Mortgage Daily

Published On: December 14, 2005

Mortgage bankers reported higher delinquencies and lower foreclosures in the third quarter. But the figures, which don’t yet fully account for the impact from the recent storms, may get worse.

As of the end of the third quarter, the seasonally-adjusted delinquency rate for single-family loans rose to 4.44% from the second quarter’s 4.34%, according to the Mortgage Bankers Association’s National Delinquency Survey announced today. The rate, however, is 10 basis points better than the third quarter a year ago.
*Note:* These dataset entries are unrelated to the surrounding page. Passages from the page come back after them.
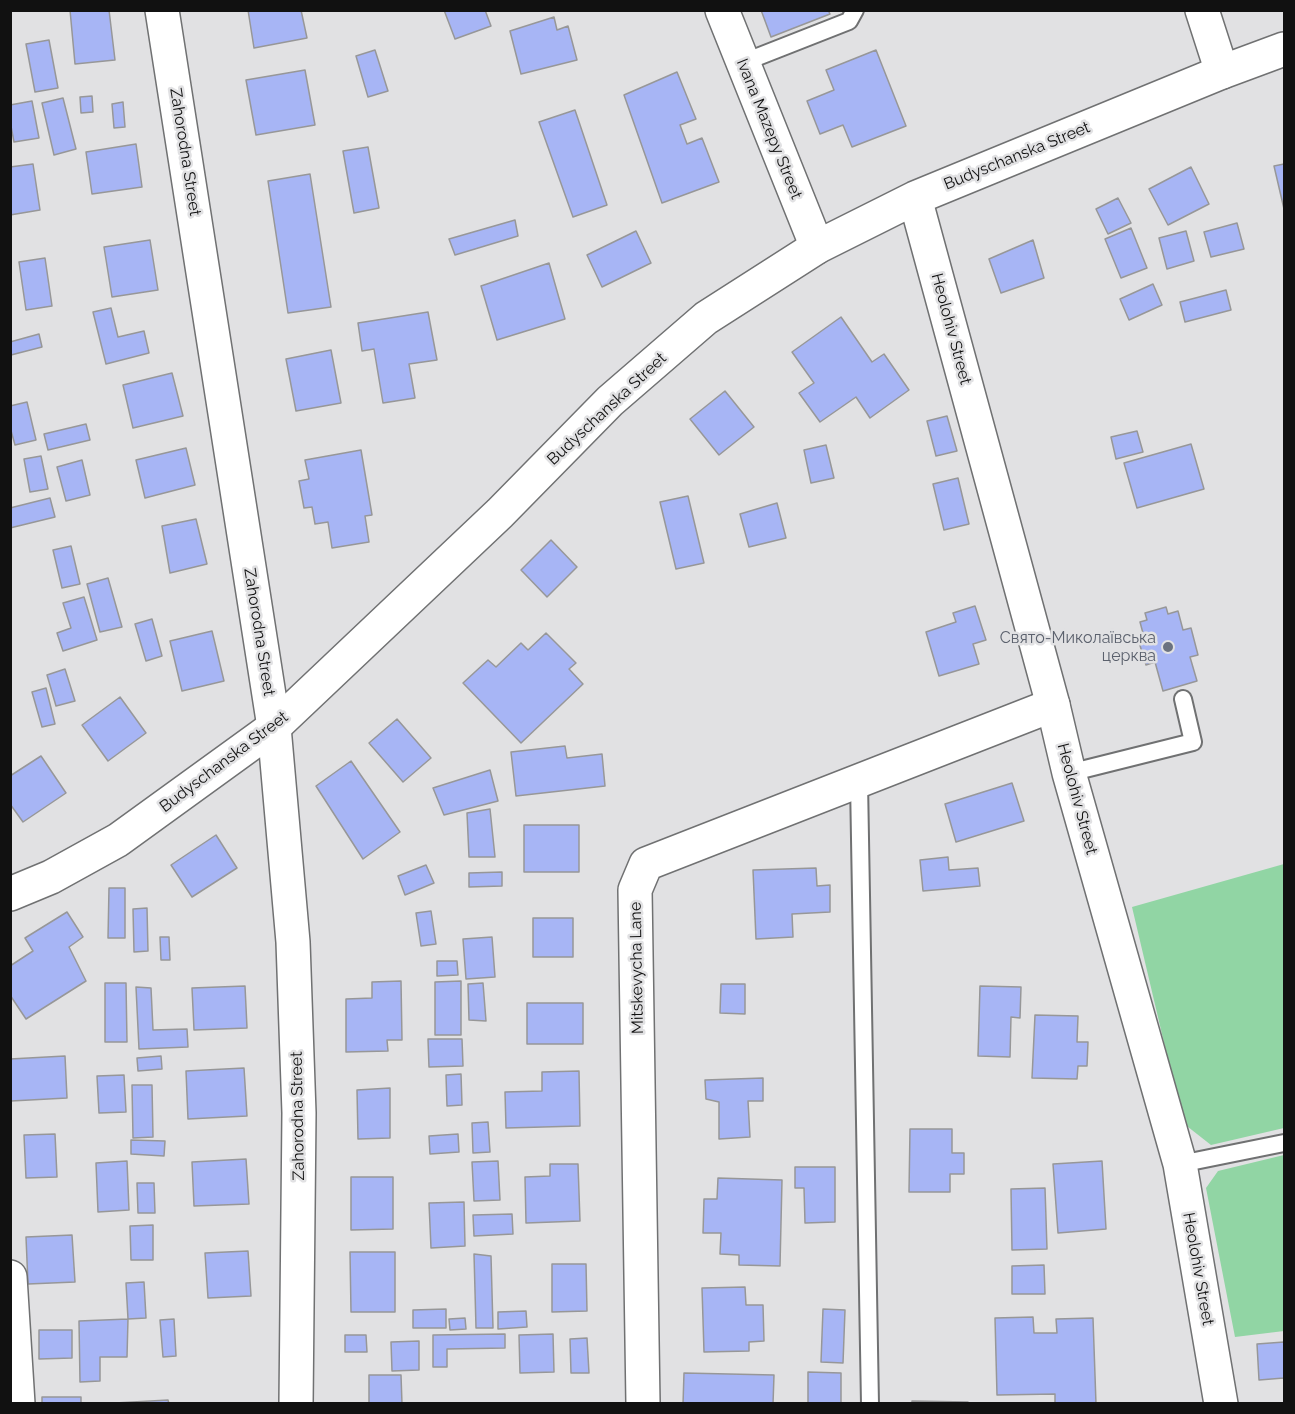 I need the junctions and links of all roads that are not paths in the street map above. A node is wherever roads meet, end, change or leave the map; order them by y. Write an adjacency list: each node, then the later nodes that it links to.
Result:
1 (162, 10): 12 (street, Zahorodna Street)
2 (722, 10): 6 (street, Ivana Mazepy Street)
3 (855, 10): 6 (lane)
4 (1202, 10): 7 (street)
5 (1284, 49): 7 (street, Budyschanska Street)
6 (742, 63): 9 (street, Ivana Mazepy Street)
7 (1222, 72): 8 (street, Budyschanska Street)
8 (915, 198): 9 (street, Budyschanska Street); 11 (street, Heolohiv Street)
9 (817, 247): 12 (street, Budyschanska Street)
10 (1183, 699): 13 (lane)
11 (1053, 705): 13 (street, Heolohiv Street); 14 (street, Mitskevycha Lane)
12 (274, 727): 15 (street, Budyschanska Street); 20 (street, Zahorodna Street)
13 (1069, 773): 17 (street, Heolohiv Street)
14 (859, 782): 21 (street, Mitskevycha Lane); 22 (lane)
15 (10, 894)
16 (1284, 1143): 17 (lane)
17 (1180, 1164): 23 (street, Heolohiv Street)
18 (10, 1277): 19 (street)
19 (18, 1404)
20 (296, 1404)
21 (643, 1404)
22 (870, 1404)
23 (1221, 1404) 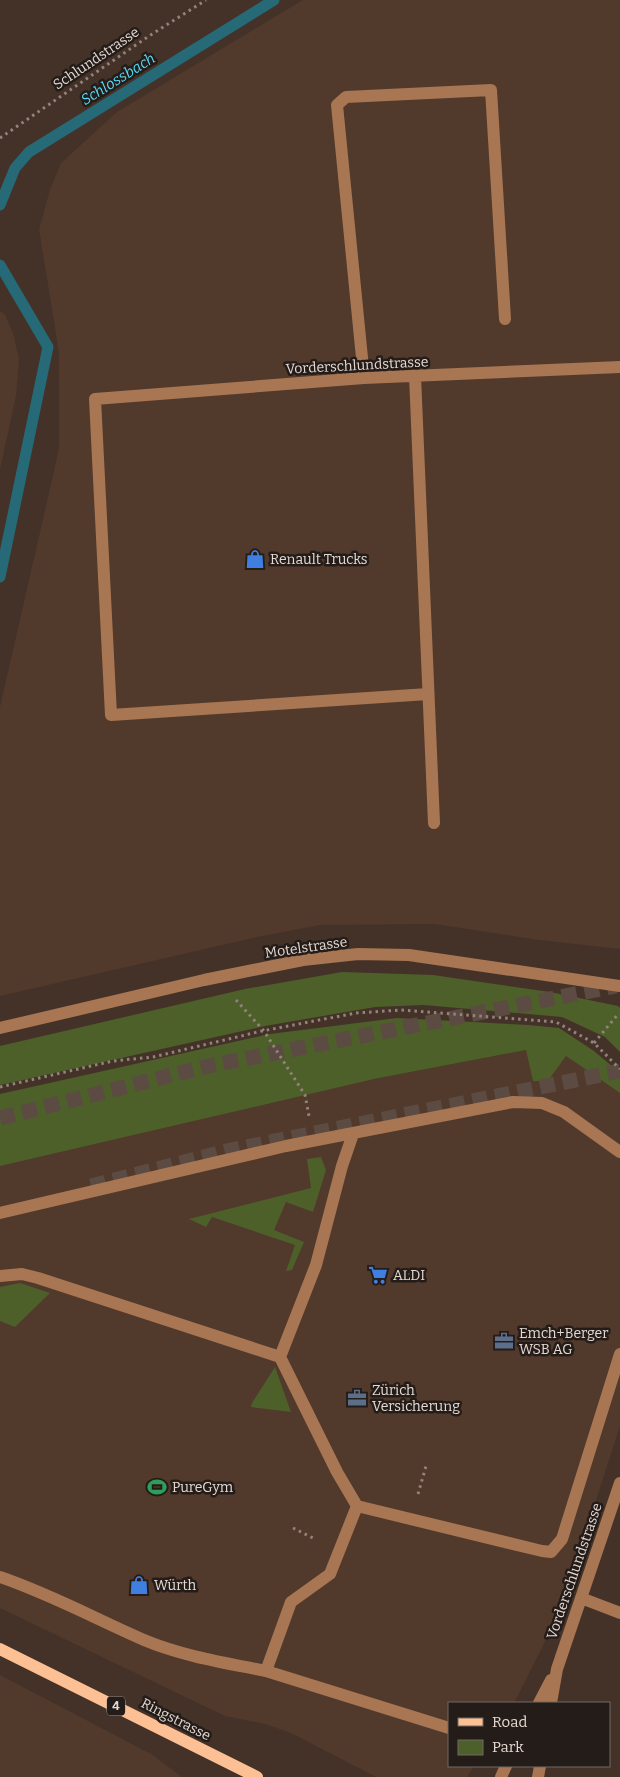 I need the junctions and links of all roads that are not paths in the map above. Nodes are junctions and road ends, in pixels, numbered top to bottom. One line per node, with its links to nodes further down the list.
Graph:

The survey covered approximately 40.7 million loans, of which 30.7 million were prime, 5.3 million subprime and the rest government loans.

The increase during the third quarter reflected the impact of Hurricane Katrina — the delinquency rate for Louisiana surged to 24.63% from 6.67% and for Mississippi soared to 17.44% from 8.53% due to destruction and dislocation, according to the announcement. MBA noted that when it removed storm effects from its calculation, delinquencies on all types of loans decreased a total of 13 BPS during the third quarter.

“Hurricane Katrina was the largest natural disaster this country has faced in the last few generations, and obviously has had a major effect on the local housing markets in Louisiana and Mississippi,” MBA chief economist Doug Duncan said in a statement. “In addition, we have the impacts of Rita in Texas and Louisiana and Wilma in Florida to consider.”

The percentage of loans in the foreclosure process was reported at 0.97%, dropping 3 BPS and 19 BPS on a quarterly and annual basis, respectively. Foreclosure starts in the third quarter of 0.41%, ticked up 2 BPS from the second quarter and 1 BPS from a year ago. However, the foreclosure percentages do not yet reflect the impact of Katrina.

The natural disaster effects, higher energy prices and rate resets on some mortgages will likely result in higher delinquency rates and somewhat higher foreclosure rates for at least the next few quarters, the trade group indicated.

“The percentage of homeowners making their mortgage payments on time is nearly 96 percent, although it is likely that rising short-term rates will impact some borrowers with adjustable rates,” Duncan added. “In addition, natural gas prices have roughly doubled from where they were this time last year. That and the higher costs of home heating oil are driving up home heating bills this winter and will likely strain the ability of some borrowers to make their mortgage payments.”

While the seasonally-adjusted delinquency rate rose from the second quarter for prime, subprime, FHA and VA loans, the largest increase, 38 BPS to 12.75%, was seen in FHA loans, which also had the highest yearly increase at 51 BPS. Compared to a year ago, the rates rose for all loans except VA, which declined 17 BPS to 7.12%, MBA said.

With prime loans, the reported fixed-rate mortgage delinquency was 2.11%, while prime ARM loans were 2.30%.

Subprime fixed-rate loans had a delinquency rate of 8.79% — down on a quarterly and annual basis. Meanwhile, the 10.55% rate for subprime ARMs was respectively 51 BPS and 15 PBS worse, according to the announcement.